In the simulation, each $1 increase in the Indonesian crude price (ICP) per barrel is estimated to add approximately Rp 3.5 trillion to state revenue. However, state spending would also increase by around Rp 10.3 trillion, potentially increasing the deficit by approximately Rp 6.8 trillion.
The APBN 2026 assumes an oil price of $70 per barrel. Should average oil prices reach $90 per barrel over the year, Awalil estimates the APBN deficit could widen to approximately Rp 136 trillion.
Beyond oil prices, movements in the rupiah exchange rate can exert additional fiscal pressure. The APBN documentation indicates that a Rp 100 depreciation from the assumed rate of Rp 16,500 per dollar would potentially increase the deficit by approximately Rp 0.8 trillion.

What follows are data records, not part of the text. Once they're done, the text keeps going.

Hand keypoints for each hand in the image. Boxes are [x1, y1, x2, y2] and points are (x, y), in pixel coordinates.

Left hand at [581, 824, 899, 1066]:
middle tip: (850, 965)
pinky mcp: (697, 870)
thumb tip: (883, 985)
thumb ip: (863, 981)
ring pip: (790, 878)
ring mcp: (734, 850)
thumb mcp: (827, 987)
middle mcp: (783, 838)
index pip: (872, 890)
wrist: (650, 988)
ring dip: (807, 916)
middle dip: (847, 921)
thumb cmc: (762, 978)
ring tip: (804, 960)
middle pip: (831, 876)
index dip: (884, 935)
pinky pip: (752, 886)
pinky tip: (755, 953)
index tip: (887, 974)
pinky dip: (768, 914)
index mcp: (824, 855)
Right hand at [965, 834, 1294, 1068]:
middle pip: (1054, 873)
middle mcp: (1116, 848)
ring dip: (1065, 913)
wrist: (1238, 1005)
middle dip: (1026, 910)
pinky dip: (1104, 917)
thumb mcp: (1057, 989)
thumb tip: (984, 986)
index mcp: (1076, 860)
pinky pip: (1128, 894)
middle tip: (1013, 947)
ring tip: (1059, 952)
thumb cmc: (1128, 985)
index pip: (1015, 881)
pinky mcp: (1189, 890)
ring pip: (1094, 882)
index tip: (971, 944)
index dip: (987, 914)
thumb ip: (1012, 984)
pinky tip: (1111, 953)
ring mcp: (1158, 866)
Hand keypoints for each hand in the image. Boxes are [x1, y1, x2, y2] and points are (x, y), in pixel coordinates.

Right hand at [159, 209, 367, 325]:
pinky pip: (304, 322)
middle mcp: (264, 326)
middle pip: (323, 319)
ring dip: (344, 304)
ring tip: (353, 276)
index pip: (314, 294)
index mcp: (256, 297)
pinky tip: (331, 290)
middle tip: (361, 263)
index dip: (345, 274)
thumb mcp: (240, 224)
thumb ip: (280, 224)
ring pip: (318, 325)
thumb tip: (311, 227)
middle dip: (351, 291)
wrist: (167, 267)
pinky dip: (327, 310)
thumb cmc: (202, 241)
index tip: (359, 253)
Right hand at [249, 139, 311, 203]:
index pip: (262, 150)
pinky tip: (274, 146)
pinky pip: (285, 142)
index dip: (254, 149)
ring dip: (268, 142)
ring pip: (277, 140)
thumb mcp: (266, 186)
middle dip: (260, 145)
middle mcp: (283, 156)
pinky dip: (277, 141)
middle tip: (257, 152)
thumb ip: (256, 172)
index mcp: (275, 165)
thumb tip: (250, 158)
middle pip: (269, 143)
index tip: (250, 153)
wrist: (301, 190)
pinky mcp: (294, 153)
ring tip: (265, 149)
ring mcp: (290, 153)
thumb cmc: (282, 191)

However, Awalil observed that the sensitivity analysis remains limited, as it only calculates changes in individual indicators in isolation. In crisis conditions, changes typically occur across multiple economic indicators simultaneously. “The government should have simulation models for scenarios where several macroeconomic assumptions change significantly at the same time,” he stated.
Should such conditions materialise and fiscal pressure intensify, Awalil believes the government must implement adjustments on the spending side of the budget.
Reducing energy subsidies and social assistance spending could theoretically be policy options considered, he noted. Additionally, the government should evaluate several priority programmes with large budget allocations.
Programmes potentially subject to review include the free nutritious meals (MBG) programme, the Red and White village cooperative programme, and spending on major defence systems equipment (alutsista).
Alternatively, the government could widen the APBN deficit limit through regulatory changes, such as issuing a government regulation substituting legislation (Perppu) or revising laws to permit deficits exceeding the 3 per cent of gross domestic product threshold. However, Awalil cautioned that this carries significant consequences, as the government would need to secure additional debt financing.
Given tightening global liquidity conditions, debt financing sources are becoming increasingly difficult to obtain or come with higher costs.
Therefore, Awalil believes the more realistic approach is to restructure state spending, particularly on large-budget programmes, to preserve fiscal space amid rising global economic uncertainty.
“It is better for the government to reduce spending on major programmes to maintain fiscal sustainability,” Awalil concluded.